Machine-assisted ore deposit mass balance evaluations in 3D

Many options exist for the representation of geochemical anomalies around ore deposits, and the majority of these involve different approaches to calculating, and representing, the upper and lower portions of element frequency distributions from compositional data. So-called positive and negative anomalies are taken to represent chemical deviation from local background values and are typically interpreted at metalliferous hydrothermal ore deposits as representing mass that has been added or depleted during metasomatism linked to metal deposition.

This contribution considers the representation of geochemical anomalism in 3D space by calculating the mass added or depleted during alteration of host rocks using Grant’s Isocon (1985) formulas. While conventional mass balance work is traditionally done on a sample vs. sample basis, our methodology uses groups of protolith rocks and groups of altered rocks with comparable geological histories, leveraging an adapted approach developed by Ague and van Haren (1995) which includes a measure of confidence for results. Identifying sample pairs for altered and unaltered equivalents is challenging because the correlations between multivariate data may not be intuitive, and large amounts of data are laborious to interpret manually. Machine learning offers potential solutions to problems involving large numbers of data, many variables or features, and complicated relationships between variables. Furthermore, traditional mass balance approaches do not involve representing uncertainty related to the heterogeneity of lithological units.
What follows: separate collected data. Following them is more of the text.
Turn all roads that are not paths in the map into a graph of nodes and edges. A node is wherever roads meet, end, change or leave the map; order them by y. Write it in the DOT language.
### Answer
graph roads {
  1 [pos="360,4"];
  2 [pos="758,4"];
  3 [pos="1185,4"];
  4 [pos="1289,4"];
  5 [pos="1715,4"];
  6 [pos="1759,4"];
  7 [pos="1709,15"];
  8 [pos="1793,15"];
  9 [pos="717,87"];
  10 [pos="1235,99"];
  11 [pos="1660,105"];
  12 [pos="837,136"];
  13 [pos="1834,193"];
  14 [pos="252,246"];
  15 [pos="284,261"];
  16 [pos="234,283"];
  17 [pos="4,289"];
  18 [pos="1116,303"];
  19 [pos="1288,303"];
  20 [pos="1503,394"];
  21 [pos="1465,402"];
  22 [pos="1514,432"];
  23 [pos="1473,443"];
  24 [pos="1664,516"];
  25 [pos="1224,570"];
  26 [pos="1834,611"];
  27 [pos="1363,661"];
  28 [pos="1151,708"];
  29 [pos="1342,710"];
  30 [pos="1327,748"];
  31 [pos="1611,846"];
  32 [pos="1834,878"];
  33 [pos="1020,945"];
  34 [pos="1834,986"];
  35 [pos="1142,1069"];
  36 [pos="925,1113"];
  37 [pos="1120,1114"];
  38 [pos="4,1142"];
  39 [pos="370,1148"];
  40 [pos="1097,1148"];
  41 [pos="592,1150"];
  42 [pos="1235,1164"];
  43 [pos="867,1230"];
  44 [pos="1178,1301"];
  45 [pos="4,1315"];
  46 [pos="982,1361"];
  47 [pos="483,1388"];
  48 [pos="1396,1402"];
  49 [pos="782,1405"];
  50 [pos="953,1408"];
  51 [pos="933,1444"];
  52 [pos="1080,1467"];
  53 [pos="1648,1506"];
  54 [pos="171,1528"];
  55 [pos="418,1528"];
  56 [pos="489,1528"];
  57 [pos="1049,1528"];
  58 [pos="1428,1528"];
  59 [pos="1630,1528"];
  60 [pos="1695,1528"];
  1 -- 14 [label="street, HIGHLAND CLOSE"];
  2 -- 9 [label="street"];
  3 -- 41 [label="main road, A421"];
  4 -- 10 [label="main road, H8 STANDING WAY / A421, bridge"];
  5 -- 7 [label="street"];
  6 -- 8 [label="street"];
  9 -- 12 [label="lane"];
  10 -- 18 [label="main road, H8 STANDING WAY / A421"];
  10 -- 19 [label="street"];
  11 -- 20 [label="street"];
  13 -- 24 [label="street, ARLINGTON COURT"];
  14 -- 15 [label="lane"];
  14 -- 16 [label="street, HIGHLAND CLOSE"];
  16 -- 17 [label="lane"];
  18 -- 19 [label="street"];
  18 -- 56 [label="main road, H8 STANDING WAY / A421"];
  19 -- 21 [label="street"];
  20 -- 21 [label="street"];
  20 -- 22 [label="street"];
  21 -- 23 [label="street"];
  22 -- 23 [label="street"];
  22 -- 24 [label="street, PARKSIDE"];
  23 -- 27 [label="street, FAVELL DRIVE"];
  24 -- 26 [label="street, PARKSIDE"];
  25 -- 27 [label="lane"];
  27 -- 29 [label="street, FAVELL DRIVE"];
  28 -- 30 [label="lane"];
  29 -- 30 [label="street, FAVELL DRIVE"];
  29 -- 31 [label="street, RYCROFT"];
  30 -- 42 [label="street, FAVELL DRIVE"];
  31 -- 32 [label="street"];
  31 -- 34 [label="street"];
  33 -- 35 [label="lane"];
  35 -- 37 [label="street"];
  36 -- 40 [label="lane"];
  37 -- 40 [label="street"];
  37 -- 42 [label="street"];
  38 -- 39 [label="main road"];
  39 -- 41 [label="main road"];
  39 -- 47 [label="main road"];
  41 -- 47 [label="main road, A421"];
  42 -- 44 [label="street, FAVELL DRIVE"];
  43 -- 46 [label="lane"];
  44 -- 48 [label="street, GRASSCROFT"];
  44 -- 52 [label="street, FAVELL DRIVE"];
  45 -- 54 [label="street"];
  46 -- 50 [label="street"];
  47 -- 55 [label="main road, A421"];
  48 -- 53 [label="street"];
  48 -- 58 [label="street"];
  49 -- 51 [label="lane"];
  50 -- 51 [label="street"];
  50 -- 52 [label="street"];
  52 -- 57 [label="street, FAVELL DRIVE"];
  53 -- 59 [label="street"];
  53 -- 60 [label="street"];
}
Our methodology involves linking protolith rocks to their equivalent altered counterparts from large exploration and mining drill hole databases using machine learning algorithms. Interpreting the results gives insight into original protolith geometry, and adds confidence measures to derived data. By evaluating the geometry of our derived data around mineralisation zones, we seek to better understand the chemical processes at work during ore genesis.